───── RECORDS SUPPLIED

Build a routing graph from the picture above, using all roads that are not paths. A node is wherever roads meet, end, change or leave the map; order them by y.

──────────
───── RECORDS SUPPLIED

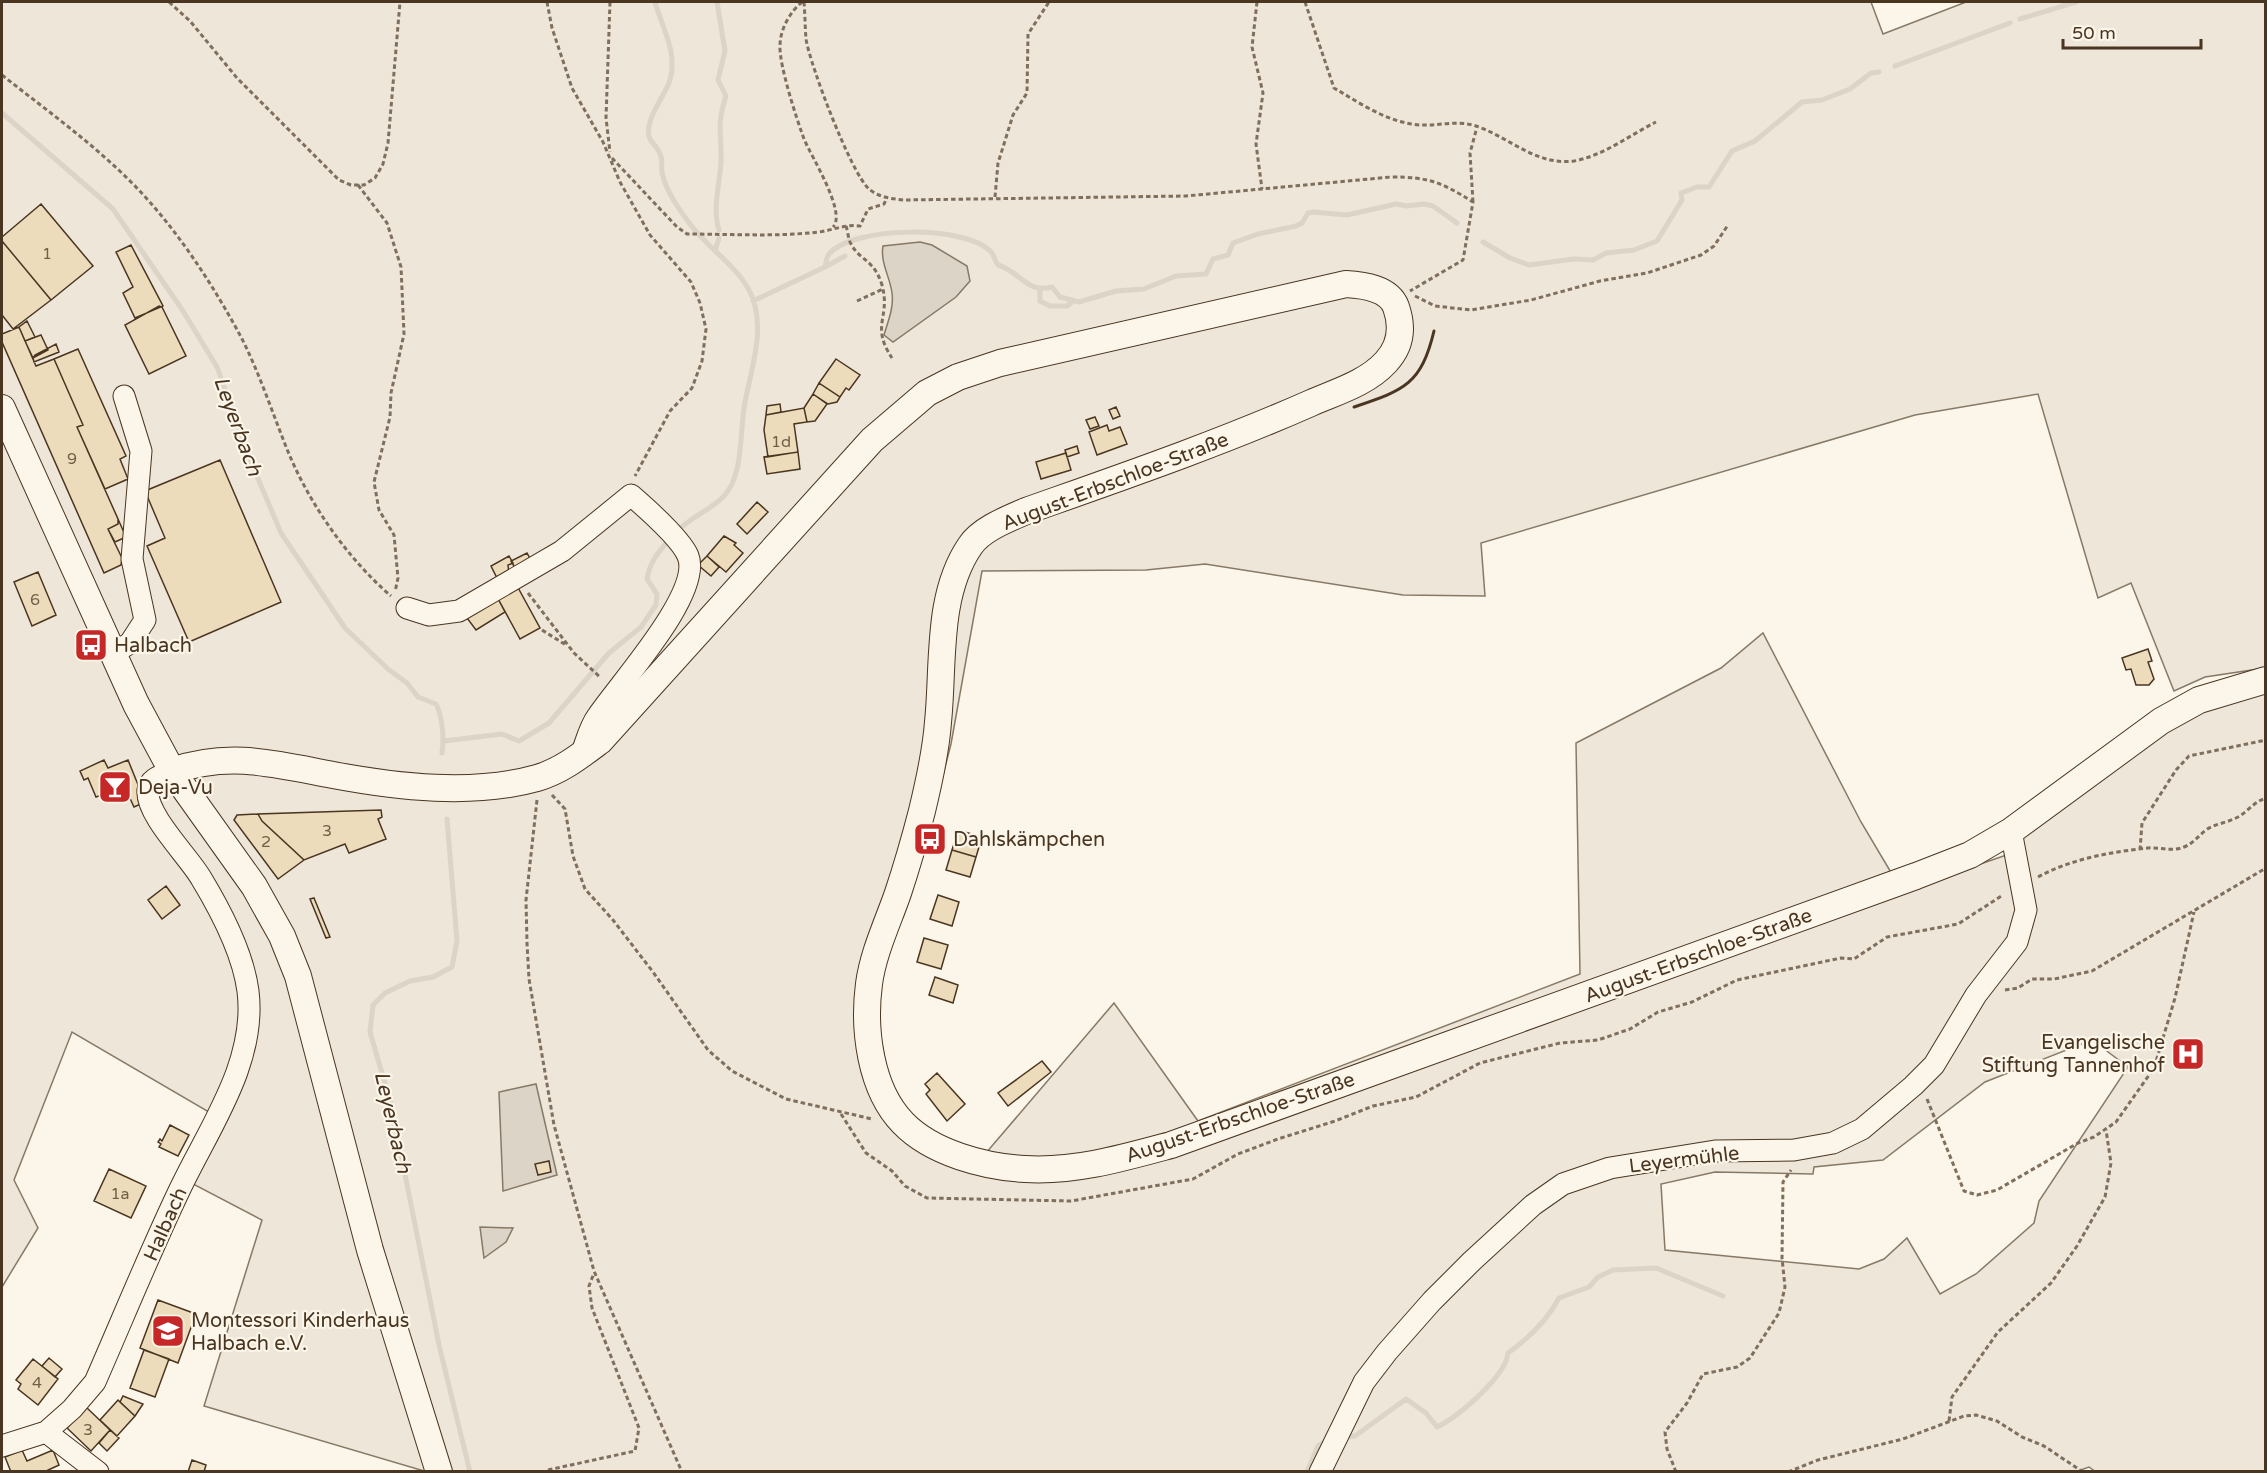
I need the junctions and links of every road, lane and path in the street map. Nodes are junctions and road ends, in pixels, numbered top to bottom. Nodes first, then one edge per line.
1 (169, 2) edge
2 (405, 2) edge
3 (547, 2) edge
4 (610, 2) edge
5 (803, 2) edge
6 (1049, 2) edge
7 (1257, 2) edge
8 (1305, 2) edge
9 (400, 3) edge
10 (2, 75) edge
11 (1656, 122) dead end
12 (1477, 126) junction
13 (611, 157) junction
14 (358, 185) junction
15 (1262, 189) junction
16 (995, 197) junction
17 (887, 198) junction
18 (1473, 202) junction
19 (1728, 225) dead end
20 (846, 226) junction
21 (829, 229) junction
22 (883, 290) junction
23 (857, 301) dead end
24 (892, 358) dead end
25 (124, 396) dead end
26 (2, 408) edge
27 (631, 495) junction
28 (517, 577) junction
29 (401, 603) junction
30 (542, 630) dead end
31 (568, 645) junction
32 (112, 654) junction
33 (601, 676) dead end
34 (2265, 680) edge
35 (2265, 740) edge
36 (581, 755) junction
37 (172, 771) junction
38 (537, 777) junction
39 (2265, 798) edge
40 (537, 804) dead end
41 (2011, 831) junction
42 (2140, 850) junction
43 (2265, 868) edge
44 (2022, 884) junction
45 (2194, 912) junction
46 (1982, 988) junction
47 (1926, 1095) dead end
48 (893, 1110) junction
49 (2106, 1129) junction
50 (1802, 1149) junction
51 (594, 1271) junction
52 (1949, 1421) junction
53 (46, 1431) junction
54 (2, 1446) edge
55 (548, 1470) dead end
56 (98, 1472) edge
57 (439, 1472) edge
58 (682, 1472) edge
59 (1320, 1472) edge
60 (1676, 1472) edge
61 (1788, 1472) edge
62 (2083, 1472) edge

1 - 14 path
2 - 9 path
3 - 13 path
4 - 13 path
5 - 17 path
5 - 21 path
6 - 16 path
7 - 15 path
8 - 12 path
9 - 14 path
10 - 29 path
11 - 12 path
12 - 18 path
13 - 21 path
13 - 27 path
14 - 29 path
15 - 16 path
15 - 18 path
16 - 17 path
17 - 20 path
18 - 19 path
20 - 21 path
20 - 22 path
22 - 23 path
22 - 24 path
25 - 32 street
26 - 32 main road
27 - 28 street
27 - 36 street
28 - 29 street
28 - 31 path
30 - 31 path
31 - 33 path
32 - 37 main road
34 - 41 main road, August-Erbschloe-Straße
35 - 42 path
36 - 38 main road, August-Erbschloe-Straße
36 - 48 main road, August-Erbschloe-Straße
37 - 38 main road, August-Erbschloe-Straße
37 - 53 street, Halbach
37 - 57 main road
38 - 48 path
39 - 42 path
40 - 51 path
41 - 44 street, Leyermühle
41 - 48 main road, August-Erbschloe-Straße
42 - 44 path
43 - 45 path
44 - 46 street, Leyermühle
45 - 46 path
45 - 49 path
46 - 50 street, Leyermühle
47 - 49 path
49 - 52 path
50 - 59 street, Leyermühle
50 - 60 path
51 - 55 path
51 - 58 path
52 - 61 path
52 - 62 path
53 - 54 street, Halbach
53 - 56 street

──────────
───── RECORDS SUPPLIED

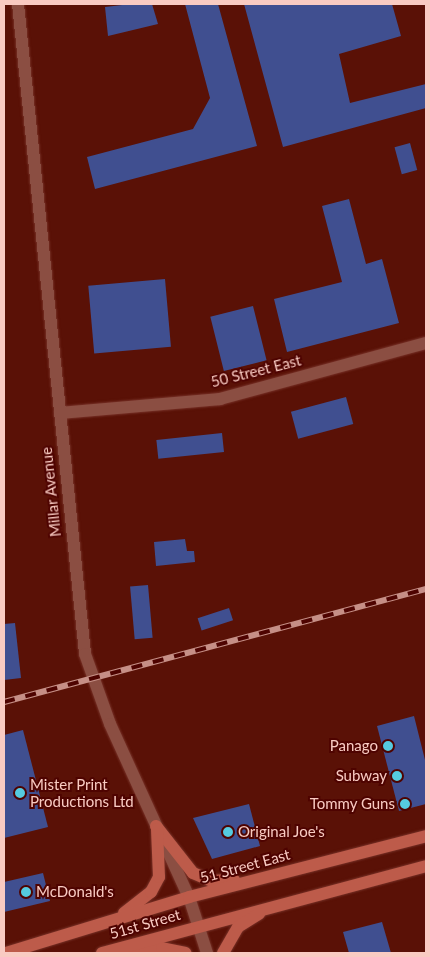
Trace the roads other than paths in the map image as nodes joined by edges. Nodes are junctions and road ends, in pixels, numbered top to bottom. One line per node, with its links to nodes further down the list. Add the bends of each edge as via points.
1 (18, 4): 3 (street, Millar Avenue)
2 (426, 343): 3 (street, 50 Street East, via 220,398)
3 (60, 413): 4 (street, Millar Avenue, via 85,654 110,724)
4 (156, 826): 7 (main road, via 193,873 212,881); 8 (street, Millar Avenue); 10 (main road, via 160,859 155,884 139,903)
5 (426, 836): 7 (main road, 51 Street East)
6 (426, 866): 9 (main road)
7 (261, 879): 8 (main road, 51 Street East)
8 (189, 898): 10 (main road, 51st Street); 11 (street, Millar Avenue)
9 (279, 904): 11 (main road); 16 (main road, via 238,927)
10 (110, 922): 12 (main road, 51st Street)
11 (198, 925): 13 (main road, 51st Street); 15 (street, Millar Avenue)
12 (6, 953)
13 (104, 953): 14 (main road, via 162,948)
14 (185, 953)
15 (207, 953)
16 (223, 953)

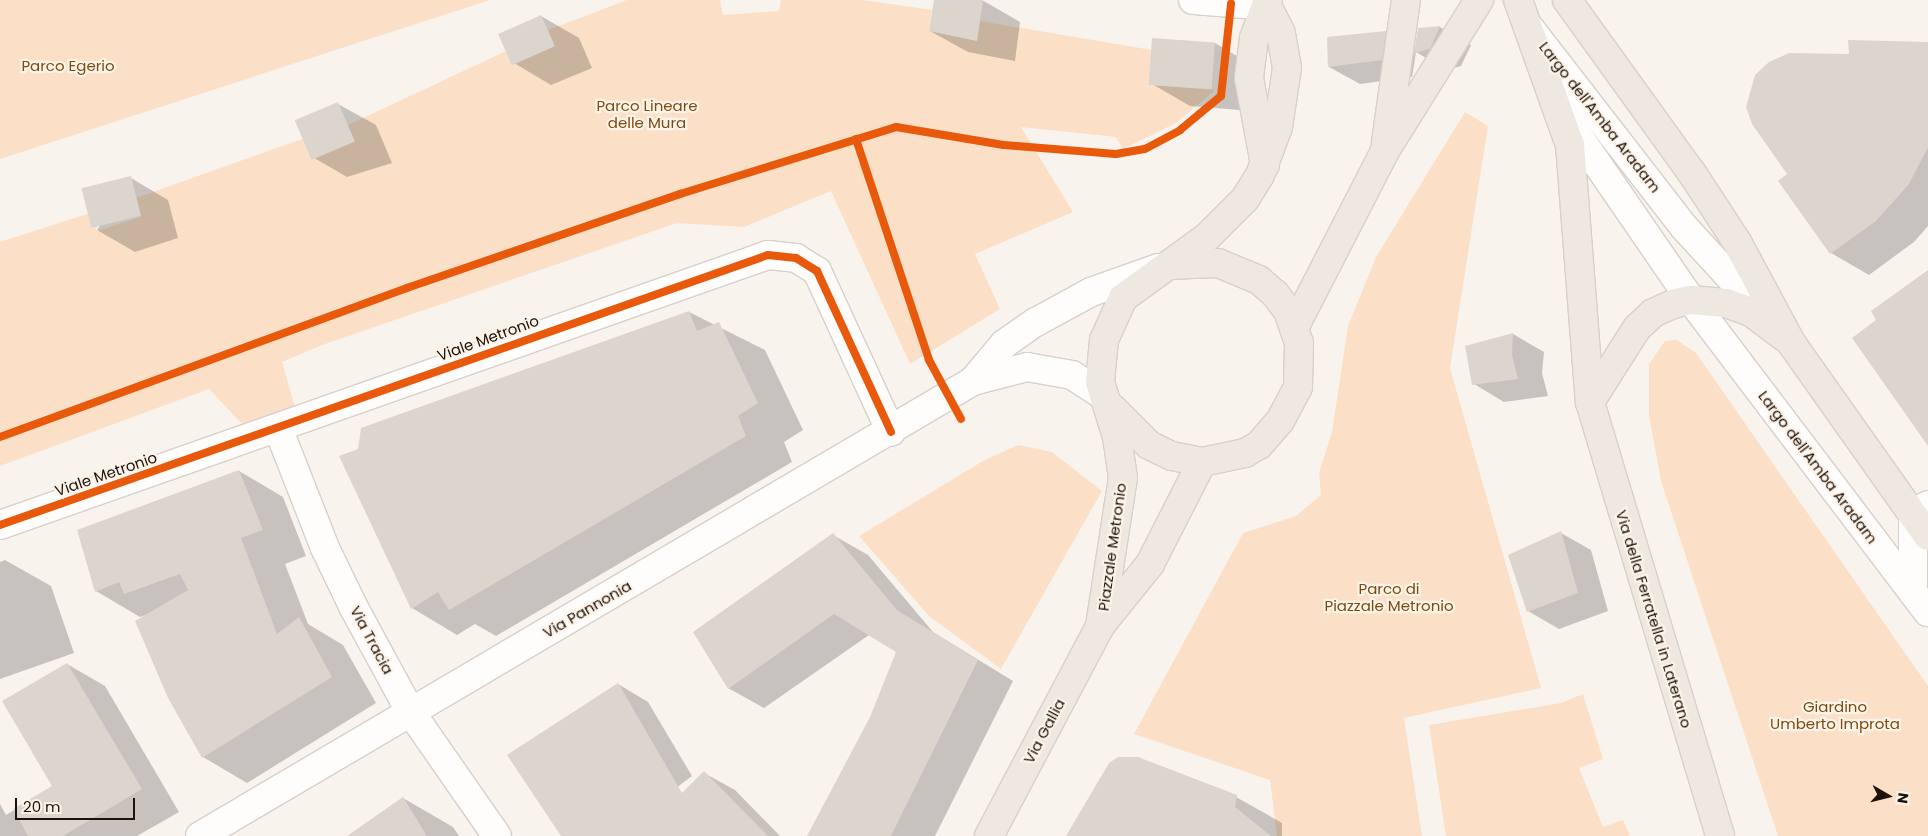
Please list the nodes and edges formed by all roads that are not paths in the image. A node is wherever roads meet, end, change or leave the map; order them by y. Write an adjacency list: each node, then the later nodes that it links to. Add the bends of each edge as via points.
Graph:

──────────

> [TASK BRIEF]:
Count how many lines in the listing above hold "leave". Supply only that number.

> [TASK RESPONSE]:
2